Kun, Béla (1886–1938), leader of HUNGARY'S first communist regime (March 21–August 1, 1919). While serving in the army of the Habsburg Empire during WORLD WAR I, Kun was captured by the Russians. After the BOLSHEVIK seizure of power (see RUSSIAN REVOLUTIONS OF 1917), he returned to newly-independent Hungary as a promoter of COMMUNISM. He soon succeeded in replacing KÁROLYI'S liberal republican government with his own Soviet-style dictatorship. Until this collapsed in the face of invasion by Romania and of counter-revolutionary pressures from HORTHY DE NAGBÁNYA, Kun's regime seemed to provide the clearest example of Bolshevism's ability to spread abroad. The deposed dictator fled back to Russia, where he eventually became a victim of the GREAT PURGES.

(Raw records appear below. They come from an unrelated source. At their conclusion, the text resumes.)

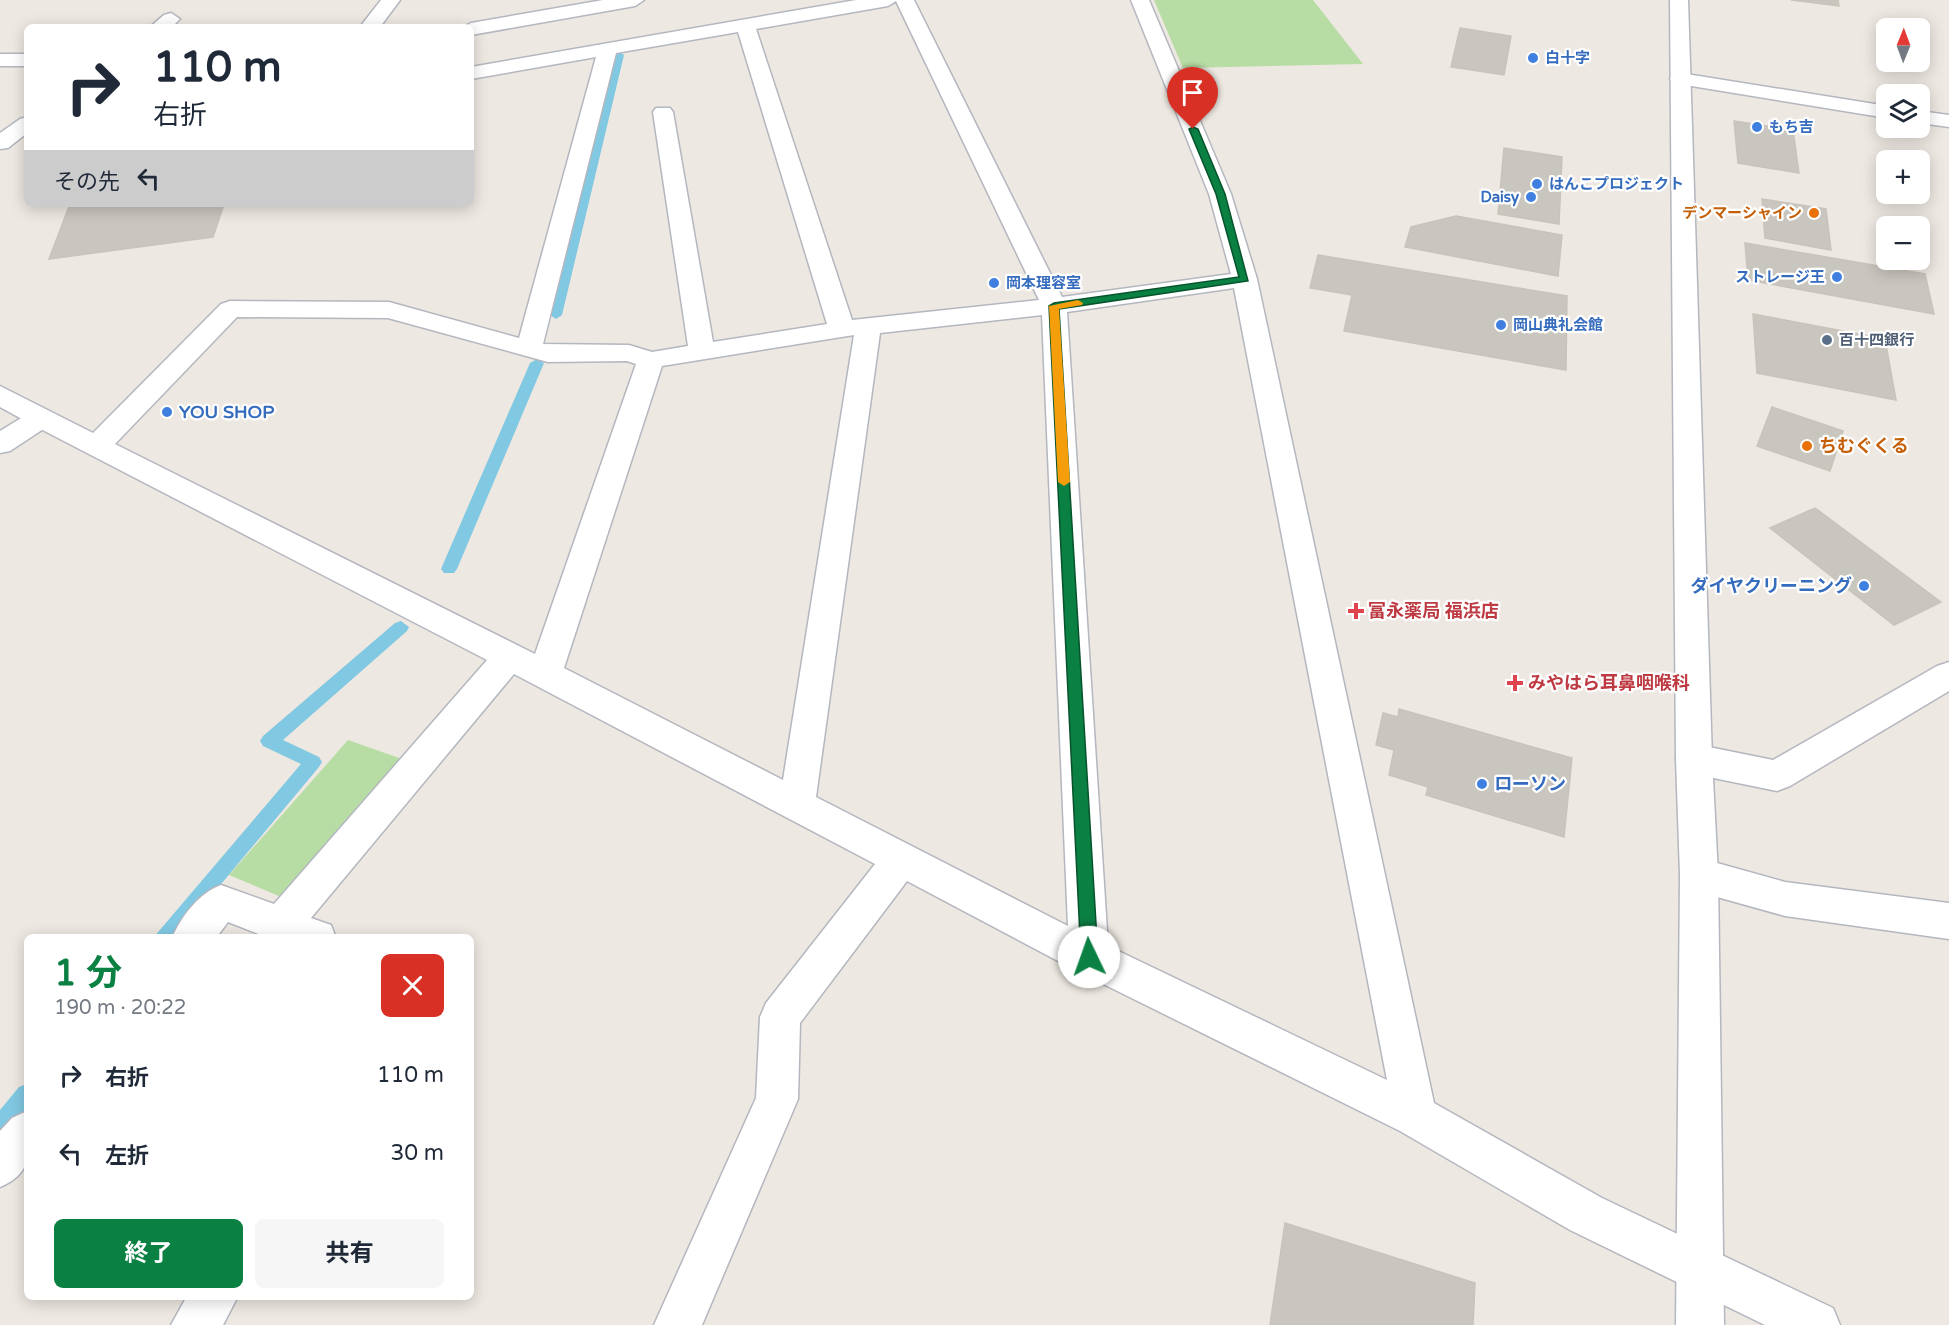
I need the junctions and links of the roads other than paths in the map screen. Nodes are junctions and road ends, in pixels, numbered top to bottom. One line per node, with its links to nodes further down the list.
1 (391, 0): 7 (street)
2 (635, 0): 9 (street)
3 (888, 0): 8 (street)
4 (904, 0): 24 (street)
5 (1140, 0): 23 (street)
6 (1679, 0): 14 (street)
7 (372, 24)
8 (746, 26): 10 (street); 25 (street)
9 (474, 27)
10 (607, 51): 13 (street); 26 (street)
11 (0, 60): 12 (street)
12 (24, 60)
13 (474, 73)
14 (1680, 79): 15 (street); 36 (street)
15 (1876, 110)
16 (663, 112): 27 (street)
17 (1930, 118): 18 (street)
18 (1949, 121)
19 (24, 125): 20 (street)
20 (0, 143)
21 (24, 146): 22 (street)
22 (0, 150)
23 (1245, 279): 24 (street); 45 (street)
24 (1054, 306): 25 (street); 44 (street)
25 (855, 328): 27 (street); 37 (street)
26 (529, 349): 28 (street); 32 (street)
27 (702, 351): 28 (street)
28 (651, 360): 34 (street)
29 (0, 394): 30 (street)
30 (41, 418): 31 (street); 32 (street)
31 (0, 444)
32 (96, 446): 33 (street)
33 (510, 656): 34 (street); 41 (street)
34 (546, 674): 37 (street)
35 (1949, 675): 36 (street)
36 (1694, 759): 39 (street)
37 (797, 806): 38 (street)
38 (901, 859): 44 (street); 51 (street)
39 (1699, 875): 40 (street); 48 (street)
40 (1949, 921)
41 (282, 924): 42 (street); 43 (street)
42 (194, 934)
43 (307, 934)
44 (1089, 957): 45 (street)
45 (1415, 1116): 48 (street)
46 (24, 1137): 47 (street)
47 (0, 1165)
48 (1699, 1266): 52 (street); 53 (street)
49 (213, 1300): 50 (street)
50 (195, 1325)
51 (678, 1325)
52 (1700, 1325)
53 (1816, 1325)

Kursk, Battle of Largest tank battle ever fought, which took place July–August 1943, on the Eastern Front during WORLD WAR II. Hitler sought to regain the initiative following the defeat at STALINGRAD by trapping five Soviet armies that occupied a huge salient around Kursk in the Ukraine. Alerted in advance of the plan (codenamed Zitadelle) by their espionage ring “Lucy”, the Soviets built up a series of concentric defenses, and halted the German advances. They began a successful counter-attack on July 12, and over the following seven weeks of fighting in the Kursk region they killed, severely wounded, or captured around 500,000 of the enemy forces. Though the toll upon the RED ARMY may well have been roughly similar, it was by then in a better position than the Wehrmacht to make good such losses. After their retreat from the Kursk salient the Germans proved incapable of mounting further major offensives towards the East.